Background information
- Born: Archie Macdonald Fisher 23 October 1939 Glasgow, Scotland
- Died: 1 November 2025 (aged 86)
- Occupations: Singer, songwriter, guitarist, radio personality
- Award: Member of the Order of the British Empire

= Archie Fisher =

Scottish folk singer and songwriter (1939–2025)

Archie Macdonald Fisher (23 October 1939 – 1 November 2025) was a Scottish folk singer and songwriter. He released several solo albums since his first, eponymous album, in 1968. Fisher composed the song "The Final Trawl", recorded on the album Windward Away, that several other groups and singers, including The Clancy Brothers, have also recorded. Starting in the mid-1970s, he produced four folk albums with Makem and Clancy. He also performed with them and other groups as a backup singer and guitarist. Fisher hosted his own radio show on BBC Radio Scotland for almost three decades.

==Early life==
Archie Fisher was born in Glasgow on 23 October 1939, into a large singing family. His sister Cilla Fisher is also a professional singer, as was his late sister Ray. In 1960, he moved to Edinburgh and appeared regularly at "The Howff" folk club run by Roy Guest. In 1962, Ray and Archie released the single "Far Over the Forth" on the Topic Records label and appeared on the BBC's Hoot'nanny Show. In 1966, Fisher and five of his six sisters released the album The Fisher Family: Traditional & New Songs from Scotland.

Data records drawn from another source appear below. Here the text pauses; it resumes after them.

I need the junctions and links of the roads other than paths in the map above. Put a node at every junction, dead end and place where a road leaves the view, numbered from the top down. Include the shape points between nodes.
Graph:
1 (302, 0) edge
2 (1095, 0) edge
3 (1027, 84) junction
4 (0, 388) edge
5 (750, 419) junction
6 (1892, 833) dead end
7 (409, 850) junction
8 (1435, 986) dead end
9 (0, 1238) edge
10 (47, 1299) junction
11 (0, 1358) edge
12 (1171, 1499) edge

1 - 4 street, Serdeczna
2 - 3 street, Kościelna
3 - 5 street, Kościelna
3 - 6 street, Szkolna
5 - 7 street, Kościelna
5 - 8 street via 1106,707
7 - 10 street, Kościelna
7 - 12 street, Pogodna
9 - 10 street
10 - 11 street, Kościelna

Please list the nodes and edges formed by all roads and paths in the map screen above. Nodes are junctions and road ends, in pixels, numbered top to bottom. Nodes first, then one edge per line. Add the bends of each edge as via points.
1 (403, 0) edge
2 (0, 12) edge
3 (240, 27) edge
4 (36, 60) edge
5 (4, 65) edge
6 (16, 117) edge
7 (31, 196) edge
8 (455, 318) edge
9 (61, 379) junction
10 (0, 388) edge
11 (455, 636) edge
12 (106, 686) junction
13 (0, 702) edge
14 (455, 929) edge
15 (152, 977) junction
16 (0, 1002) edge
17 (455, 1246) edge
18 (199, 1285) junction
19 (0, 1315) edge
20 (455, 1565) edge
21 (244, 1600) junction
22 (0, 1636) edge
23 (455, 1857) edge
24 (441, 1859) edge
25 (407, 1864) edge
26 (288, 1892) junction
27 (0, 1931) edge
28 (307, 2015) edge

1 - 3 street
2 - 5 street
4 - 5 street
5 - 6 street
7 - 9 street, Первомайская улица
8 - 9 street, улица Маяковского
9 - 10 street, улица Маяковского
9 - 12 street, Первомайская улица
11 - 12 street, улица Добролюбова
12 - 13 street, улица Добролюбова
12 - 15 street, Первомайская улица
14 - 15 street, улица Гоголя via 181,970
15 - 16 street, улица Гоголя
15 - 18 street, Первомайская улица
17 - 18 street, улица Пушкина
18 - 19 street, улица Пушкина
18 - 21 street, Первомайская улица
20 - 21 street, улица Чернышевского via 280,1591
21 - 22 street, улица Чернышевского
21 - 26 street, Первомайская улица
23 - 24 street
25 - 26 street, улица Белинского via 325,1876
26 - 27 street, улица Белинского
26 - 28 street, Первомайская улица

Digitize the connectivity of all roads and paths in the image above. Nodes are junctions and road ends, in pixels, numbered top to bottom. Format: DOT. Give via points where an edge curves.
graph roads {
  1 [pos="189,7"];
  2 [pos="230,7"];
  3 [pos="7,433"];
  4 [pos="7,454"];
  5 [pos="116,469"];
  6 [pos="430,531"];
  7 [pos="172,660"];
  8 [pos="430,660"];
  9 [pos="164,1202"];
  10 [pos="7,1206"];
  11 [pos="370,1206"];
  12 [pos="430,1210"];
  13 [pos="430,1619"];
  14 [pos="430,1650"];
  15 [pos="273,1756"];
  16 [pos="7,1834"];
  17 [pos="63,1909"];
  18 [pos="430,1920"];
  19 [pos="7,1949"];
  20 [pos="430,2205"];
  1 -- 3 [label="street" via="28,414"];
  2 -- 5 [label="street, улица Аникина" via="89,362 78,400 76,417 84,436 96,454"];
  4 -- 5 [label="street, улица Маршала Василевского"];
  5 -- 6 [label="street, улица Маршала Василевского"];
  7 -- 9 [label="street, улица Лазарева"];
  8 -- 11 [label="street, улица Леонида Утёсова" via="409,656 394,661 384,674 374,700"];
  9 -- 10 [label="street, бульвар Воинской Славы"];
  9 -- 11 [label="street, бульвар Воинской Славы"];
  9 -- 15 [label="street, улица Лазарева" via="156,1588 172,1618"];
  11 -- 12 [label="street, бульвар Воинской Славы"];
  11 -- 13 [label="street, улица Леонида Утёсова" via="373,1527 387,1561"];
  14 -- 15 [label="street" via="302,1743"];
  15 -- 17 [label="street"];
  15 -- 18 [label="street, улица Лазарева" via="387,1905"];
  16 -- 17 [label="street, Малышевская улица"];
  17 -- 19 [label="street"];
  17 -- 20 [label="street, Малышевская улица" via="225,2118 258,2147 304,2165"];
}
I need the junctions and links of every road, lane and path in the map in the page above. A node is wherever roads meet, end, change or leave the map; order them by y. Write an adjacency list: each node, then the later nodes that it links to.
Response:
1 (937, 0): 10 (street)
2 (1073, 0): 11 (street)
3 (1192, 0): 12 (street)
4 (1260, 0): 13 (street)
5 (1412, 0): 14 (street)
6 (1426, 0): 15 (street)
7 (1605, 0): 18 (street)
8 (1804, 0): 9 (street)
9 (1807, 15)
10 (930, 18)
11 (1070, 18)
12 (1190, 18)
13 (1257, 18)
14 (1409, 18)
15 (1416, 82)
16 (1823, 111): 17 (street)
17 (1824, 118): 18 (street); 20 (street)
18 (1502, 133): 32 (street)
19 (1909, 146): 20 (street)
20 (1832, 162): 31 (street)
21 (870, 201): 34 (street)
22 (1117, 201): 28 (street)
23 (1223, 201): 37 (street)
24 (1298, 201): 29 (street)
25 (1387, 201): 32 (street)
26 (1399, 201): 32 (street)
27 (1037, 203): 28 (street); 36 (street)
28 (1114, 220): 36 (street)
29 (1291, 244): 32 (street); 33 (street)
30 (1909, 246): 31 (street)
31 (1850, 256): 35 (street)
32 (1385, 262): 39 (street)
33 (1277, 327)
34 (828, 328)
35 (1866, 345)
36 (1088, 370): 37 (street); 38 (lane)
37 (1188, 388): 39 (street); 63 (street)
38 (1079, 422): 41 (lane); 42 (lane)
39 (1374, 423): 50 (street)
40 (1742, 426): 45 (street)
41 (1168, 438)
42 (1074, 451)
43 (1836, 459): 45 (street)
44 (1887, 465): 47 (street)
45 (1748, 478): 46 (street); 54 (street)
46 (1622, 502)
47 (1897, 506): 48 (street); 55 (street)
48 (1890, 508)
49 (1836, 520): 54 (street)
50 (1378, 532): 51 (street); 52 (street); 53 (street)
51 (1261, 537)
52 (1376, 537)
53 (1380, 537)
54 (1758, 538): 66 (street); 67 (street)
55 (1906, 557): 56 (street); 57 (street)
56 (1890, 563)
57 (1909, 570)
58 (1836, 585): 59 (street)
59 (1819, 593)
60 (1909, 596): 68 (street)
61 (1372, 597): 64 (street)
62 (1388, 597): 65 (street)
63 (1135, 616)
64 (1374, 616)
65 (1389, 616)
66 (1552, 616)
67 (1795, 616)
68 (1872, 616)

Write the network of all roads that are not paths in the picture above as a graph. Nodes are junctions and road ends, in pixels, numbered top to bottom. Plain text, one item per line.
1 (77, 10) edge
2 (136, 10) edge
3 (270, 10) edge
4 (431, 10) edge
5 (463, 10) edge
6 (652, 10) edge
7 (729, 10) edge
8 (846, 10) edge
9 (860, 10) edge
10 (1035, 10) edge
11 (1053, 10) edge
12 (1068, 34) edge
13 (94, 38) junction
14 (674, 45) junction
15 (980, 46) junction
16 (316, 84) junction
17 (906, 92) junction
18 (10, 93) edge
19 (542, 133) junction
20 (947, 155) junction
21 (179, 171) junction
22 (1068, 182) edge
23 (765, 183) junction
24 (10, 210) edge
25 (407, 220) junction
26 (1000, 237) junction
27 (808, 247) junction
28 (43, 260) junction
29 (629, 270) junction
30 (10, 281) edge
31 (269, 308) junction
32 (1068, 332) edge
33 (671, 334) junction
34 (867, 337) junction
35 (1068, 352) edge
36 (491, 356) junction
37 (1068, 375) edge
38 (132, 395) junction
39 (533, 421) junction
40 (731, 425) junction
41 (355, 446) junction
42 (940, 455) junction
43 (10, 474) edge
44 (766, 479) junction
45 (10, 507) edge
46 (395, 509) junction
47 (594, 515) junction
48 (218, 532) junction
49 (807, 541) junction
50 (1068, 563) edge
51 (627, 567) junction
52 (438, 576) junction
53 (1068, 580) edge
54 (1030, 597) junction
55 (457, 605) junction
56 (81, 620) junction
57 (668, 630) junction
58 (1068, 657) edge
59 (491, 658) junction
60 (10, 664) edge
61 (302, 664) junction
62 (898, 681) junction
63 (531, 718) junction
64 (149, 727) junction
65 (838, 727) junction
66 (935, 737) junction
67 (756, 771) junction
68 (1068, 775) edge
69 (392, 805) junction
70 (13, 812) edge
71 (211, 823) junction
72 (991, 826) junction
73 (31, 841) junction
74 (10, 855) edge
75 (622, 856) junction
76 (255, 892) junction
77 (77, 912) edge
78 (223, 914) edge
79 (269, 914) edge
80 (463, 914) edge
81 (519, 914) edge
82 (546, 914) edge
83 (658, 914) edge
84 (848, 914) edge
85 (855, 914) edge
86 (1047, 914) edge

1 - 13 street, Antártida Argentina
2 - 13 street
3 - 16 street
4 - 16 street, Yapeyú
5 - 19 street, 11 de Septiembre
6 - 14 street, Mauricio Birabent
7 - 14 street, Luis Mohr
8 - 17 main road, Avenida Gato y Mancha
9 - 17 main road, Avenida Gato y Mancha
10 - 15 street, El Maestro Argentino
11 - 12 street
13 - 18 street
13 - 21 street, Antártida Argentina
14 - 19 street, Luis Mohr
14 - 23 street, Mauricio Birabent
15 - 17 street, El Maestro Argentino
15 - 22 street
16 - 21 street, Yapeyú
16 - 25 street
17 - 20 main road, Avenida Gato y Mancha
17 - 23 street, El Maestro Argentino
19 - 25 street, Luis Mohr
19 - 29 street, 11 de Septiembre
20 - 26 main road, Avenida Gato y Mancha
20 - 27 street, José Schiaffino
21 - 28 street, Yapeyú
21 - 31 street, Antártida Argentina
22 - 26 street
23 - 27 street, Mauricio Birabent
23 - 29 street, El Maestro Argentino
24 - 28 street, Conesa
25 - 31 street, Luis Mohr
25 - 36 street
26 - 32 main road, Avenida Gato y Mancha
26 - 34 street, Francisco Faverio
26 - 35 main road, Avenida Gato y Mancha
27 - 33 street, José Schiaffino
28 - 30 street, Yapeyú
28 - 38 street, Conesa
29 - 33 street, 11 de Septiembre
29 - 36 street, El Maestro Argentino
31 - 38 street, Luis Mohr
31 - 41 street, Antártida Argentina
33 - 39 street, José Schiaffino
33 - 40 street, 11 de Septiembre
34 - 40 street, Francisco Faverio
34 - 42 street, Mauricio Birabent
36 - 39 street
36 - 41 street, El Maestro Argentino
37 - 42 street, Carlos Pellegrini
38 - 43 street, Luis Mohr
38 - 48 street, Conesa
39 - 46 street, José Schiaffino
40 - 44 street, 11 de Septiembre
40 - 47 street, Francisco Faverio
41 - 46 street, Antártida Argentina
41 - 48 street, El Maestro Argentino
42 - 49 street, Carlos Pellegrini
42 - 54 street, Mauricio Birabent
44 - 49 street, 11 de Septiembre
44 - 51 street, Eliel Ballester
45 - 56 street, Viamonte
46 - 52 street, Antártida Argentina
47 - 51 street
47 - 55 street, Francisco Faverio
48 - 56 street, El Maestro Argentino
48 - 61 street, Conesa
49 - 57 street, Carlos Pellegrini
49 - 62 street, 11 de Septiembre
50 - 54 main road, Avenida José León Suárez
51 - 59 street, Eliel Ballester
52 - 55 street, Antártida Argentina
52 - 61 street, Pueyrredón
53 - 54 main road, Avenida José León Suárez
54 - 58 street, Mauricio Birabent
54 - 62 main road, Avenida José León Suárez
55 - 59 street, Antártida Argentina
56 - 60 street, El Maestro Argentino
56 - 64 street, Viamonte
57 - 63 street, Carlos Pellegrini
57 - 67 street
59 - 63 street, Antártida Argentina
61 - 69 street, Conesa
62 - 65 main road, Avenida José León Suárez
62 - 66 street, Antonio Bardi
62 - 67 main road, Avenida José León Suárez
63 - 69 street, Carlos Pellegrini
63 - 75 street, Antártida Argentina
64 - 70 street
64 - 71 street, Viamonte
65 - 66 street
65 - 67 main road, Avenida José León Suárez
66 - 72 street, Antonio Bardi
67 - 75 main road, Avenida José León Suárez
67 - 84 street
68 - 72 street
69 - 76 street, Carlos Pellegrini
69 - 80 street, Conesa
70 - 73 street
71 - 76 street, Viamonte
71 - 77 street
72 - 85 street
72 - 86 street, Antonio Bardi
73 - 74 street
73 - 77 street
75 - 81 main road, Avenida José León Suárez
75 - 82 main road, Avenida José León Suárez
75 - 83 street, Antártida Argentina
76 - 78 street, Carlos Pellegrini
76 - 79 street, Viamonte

==Edinburgh Folk Festival==
By 1964, the Edinburgh Fringe could boast a folk festival in its own right. An album of the participants was released on Decca. It was called Edinburgh Folk Festival vol 2 and contained tracks by Ray Fisher, Archie Fisher, Anne Briggs and the Ian Campbell Folk Group (including Dave Swarbrick). Bert Jansch and Briggs performed together but this was never recorded. At an early-stage Fisher recognised the power of Barbara Dickson's singing and in 1969 invited her to guest on his albums. His live act included 'All Around My Hat', later to become a hit for Steeleye Span. His song "Witch of the Westmorland" was recorded by Dickson in 1971 on her album From the Beggar's Mantle, by Fisher himself on The Man With a Rhyme in 1976, by Stan Rogers in 1979 and by Golden Bough in 1983.

==Comeback==
In 1983, Fisher started hosting the long running BBC Radio Scotland folk programme Travelling Folk. He retired in April 2010, handing over presenting duties to fiddler Bruce MacGregor. He appeared as the lead guitarist on Tom Paxton's 1986 album, The Very Best of Tom Paxton, and performed with Tommy Makem and Liam Clancy on television, recordings and concert tours. He also produced the Irish duo's first four albums, Tommy Makem & Liam Clancy (1976), The Makem & Clancy Concert (1977), Two for the Early Dew (1978) and The Makem & Clancy Collection (1980). After Barbara Dickson achieved fame as an easy listening singer, it was many years before she sang folk songs again. When she did, Fisher was invited back to join her.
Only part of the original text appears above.